Fostering Interdisciplinary Research: New funds will be used to:
develop and expand competitive grant programs to encourage researchers
in fields such as mathematics, physics, and computer science to
contribute to medical research and develop new ways to effectively
manage data to maximize the scientific discoveries that will spring from
new biological information.
Safeguarding and Improving Public Health Through Disease Prevention and
Health Promotion
The budget affirms the Administration's commitment to improving public
health, with renewed emphasis on measures to combat smoking, especially
among young people. The budget also makes additional investments in:
expanded efforts to combat HIV and AIDS both domestically and
internationally; food safety programs; efforts to combat emerging
infectious diseases; efforts to determine the environmental causes of
disease; family planning efforts nationwide; efforts to promote
childhood immunizations; supports pediatric physician training; a
Medicare demonstration project on cancer clinical trials; mental health
and substance abuse prevention activities; asthma treatment for low
income children; improving the public health response to the threat of
bioterrorism; a strong FDA; and, providing quality care for Native
Americans and veterans.
Fighting Infectious Diseases Overseas: The budget dedicates $50
million to purchase vaccines for diseases that ravage poor nations,
including hepatitis B, certain forms of meningitis, and yellow fever,
helping to save millions of children. Purchasing existing vaccines is
the first step toward accelerating the development and delivery of
vaccines for AIDS, malaria, TB, and other diseases disproportionately
affecting the developing world. Funds will be invested in the Global
Alliance for Vaccines and Immunizations, a new, collaborative effort of
UNICEF, the World Bank, the World Health Organization, and other
governments and private organizations around the world. In addition, a
new tax credit will encourage the development of vaccines for diseases
that occur primarily in the developing world (e.g., HIV/AIDS, malaria,
TB, and other infectious diseases).
Stopping Youth Smoking: Almost 90 percent of adult smokers began
smoking by age 18 and today, 4.1 million children aged 12 to 17--37
percent of all high school students--smoke cigarettes. Tobacco is linked
to over 400,000 deaths a year from cancer, respiratory illness, heart
disease, and other problems. To end this public health crisis, the
budget supports a focused public health effort to reduce youth smoking.

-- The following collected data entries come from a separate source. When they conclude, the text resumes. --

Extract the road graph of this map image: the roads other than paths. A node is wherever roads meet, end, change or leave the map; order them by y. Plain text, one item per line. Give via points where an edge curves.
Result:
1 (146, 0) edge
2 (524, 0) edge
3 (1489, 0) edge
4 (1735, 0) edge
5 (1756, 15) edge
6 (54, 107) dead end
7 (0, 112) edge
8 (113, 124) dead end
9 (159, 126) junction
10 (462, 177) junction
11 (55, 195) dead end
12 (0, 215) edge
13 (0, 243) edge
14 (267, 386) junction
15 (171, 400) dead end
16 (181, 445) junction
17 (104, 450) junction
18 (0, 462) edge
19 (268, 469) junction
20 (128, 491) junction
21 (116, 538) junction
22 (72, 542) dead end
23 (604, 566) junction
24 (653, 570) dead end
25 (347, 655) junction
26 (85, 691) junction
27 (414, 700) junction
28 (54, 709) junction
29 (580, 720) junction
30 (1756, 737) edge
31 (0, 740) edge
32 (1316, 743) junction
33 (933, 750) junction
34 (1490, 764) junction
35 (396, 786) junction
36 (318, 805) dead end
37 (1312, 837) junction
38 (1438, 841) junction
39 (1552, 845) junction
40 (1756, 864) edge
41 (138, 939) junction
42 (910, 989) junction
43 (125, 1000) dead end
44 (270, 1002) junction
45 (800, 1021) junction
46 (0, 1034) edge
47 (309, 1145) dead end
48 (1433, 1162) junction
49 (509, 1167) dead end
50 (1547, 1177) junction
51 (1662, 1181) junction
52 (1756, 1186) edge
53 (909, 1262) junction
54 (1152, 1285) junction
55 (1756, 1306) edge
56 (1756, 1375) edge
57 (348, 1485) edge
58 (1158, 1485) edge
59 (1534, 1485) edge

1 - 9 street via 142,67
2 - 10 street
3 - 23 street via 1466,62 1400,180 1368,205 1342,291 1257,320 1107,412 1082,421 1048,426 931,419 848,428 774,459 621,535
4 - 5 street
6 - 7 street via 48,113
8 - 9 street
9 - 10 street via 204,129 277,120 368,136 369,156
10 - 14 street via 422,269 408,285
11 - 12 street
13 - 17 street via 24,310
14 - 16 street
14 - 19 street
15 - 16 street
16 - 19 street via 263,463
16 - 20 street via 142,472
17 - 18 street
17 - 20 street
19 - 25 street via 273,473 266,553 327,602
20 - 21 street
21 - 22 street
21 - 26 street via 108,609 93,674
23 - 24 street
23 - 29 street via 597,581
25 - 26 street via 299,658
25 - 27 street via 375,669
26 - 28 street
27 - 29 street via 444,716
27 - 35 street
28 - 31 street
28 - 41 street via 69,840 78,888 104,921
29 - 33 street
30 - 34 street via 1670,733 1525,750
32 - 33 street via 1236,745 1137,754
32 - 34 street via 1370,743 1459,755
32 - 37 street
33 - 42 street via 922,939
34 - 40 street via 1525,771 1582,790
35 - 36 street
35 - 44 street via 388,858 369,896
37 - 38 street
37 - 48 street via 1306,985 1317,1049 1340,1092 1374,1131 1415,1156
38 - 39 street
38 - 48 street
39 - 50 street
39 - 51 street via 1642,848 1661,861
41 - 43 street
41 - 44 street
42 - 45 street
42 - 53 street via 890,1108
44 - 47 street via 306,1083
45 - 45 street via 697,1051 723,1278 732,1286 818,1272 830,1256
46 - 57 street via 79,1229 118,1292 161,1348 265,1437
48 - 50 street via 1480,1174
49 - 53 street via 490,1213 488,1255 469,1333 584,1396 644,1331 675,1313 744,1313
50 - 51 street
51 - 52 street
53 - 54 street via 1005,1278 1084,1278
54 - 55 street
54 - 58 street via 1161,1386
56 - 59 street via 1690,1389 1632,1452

The 1998 State tobacco settlement was an important step in the right
direction. The Administration believes additional steps must be taken at
the national level to reduce youth smoking.
Cut youth smoking in half by holding the tobacco industry
accountable: Public health experts agree that the single most
effective way to cut youth smoking is to raise the price of
cigarettes. To build on the momentum of the increases already
agreed to between the tobacco companies and the States and
those already legislated by Congress, the budget includes a
combination of excise tax increases and youth smoking
assessments. The cigarette excise tax would be increased 25
cents per pack beginning October 1, 2000, and the already
legislated increases would be moved to that date. In addition,
beginning in 2004, tobacco companies would pay a youth smoking
assessment, at twice the estimated lifetime profit per
underage smoker each year that underaged smoking has not been
reduced by 50 percent.
Reaffirm FDA's full authority to keep cigarettes out of the
hands of children: The Administration will continue to support
full FDA authority to regulate tobacco products in order to
halt advertising targeted at children, and to curb minors'
access to tobacco products.
Support efforts to prevent youth smoking: To support tobacco
prevention in States and local communities, the budget
includes $39 million for FDA tobacco enforcement activities.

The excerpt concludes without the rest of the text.